#### ENTRIES SUPPLIED ####

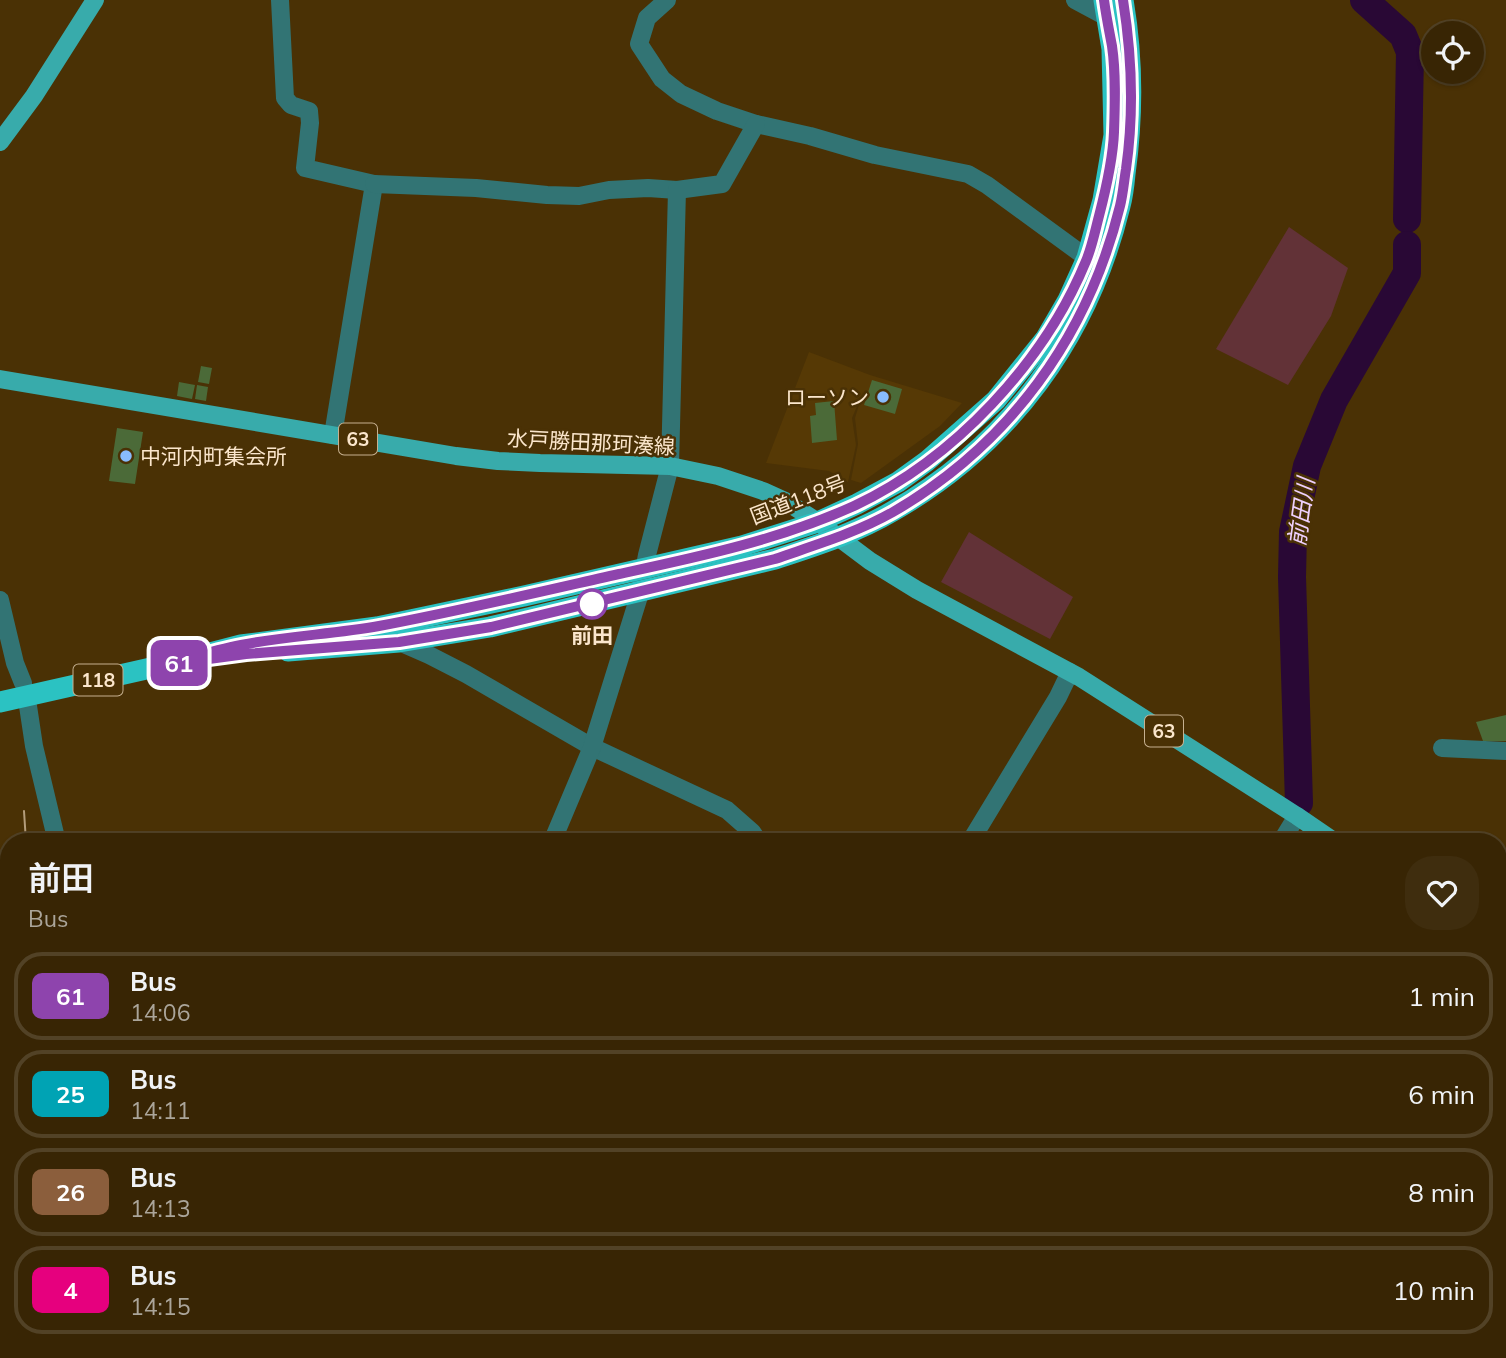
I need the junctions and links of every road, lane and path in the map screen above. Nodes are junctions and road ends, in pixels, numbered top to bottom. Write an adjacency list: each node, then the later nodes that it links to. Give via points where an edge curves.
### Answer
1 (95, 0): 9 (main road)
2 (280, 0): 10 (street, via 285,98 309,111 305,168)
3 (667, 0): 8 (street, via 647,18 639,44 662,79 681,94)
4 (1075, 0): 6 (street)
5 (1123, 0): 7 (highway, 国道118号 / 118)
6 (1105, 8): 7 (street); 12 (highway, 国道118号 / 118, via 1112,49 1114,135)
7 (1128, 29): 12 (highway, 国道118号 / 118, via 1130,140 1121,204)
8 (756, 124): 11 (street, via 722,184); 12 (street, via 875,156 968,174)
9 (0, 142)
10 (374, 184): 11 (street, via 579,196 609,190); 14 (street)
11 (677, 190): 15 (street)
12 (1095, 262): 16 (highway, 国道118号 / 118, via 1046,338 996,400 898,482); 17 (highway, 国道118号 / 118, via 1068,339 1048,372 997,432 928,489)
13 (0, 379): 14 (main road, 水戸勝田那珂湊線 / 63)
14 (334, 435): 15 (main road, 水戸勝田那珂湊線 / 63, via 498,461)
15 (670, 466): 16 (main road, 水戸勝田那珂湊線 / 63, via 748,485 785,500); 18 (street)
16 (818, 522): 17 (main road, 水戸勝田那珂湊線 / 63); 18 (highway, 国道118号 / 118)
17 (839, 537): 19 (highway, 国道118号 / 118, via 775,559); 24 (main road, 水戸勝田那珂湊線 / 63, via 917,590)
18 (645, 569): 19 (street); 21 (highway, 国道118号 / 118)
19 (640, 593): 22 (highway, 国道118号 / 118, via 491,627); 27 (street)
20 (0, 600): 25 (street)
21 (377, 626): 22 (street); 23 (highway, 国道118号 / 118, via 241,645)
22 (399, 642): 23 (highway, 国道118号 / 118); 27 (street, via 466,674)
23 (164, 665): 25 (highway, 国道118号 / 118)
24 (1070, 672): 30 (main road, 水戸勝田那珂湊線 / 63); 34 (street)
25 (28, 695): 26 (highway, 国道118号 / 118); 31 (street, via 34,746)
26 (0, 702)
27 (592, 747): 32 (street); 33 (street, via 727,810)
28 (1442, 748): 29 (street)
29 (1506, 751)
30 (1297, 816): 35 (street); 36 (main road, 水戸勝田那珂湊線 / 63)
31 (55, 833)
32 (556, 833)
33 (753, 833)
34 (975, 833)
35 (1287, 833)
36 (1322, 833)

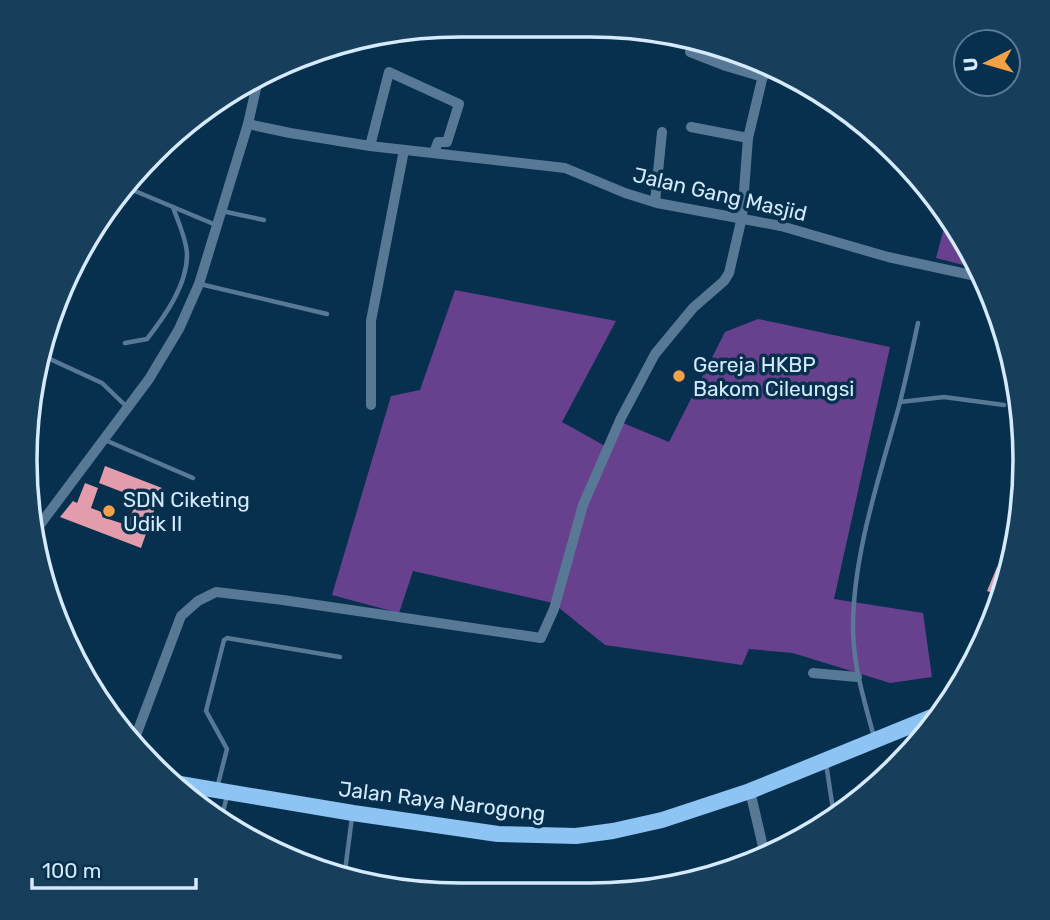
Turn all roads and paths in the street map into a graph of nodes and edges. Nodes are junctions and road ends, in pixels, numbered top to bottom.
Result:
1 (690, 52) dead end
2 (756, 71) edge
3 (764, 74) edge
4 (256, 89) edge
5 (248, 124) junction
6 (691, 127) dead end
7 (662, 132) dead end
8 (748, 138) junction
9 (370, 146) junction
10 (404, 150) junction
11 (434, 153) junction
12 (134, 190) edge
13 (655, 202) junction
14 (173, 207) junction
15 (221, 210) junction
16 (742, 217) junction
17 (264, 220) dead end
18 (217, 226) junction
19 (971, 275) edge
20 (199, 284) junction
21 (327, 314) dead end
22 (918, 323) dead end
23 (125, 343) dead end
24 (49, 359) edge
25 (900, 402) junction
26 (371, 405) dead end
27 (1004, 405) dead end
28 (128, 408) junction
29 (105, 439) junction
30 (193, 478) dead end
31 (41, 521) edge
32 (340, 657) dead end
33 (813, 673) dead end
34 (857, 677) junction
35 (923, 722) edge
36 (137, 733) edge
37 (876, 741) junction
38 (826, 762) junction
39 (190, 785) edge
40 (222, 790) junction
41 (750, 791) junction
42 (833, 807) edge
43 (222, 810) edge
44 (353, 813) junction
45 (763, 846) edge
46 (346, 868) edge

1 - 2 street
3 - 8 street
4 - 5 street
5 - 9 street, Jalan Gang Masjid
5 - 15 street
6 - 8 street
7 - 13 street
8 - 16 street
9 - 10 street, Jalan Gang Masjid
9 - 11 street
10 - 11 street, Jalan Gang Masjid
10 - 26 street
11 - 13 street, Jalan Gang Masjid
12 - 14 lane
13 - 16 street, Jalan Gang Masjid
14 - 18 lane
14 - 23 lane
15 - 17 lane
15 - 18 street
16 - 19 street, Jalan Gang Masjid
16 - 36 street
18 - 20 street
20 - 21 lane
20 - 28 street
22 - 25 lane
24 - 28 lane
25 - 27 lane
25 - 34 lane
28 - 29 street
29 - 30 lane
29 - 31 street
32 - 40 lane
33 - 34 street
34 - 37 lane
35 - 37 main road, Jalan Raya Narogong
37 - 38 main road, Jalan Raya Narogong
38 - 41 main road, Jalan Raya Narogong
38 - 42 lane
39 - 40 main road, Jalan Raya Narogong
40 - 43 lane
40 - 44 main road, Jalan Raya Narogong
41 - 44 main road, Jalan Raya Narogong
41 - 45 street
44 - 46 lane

####

PROBLEM DETAILS
Wherever a line in the entries holds "Raya", copy that line.

REPLY TO THE EXERCISE
35 - 37 main road, Jalan Raya Narogong
37 - 38 main road, Jalan Raya Narogong
38 - 41 main road, Jalan Raya Narogong
39 - 40 main road, Jalan Raya Narogong
40 - 44 main road, Jalan Raya Narogong
41 - 44 main road, Jalan Raya Narogong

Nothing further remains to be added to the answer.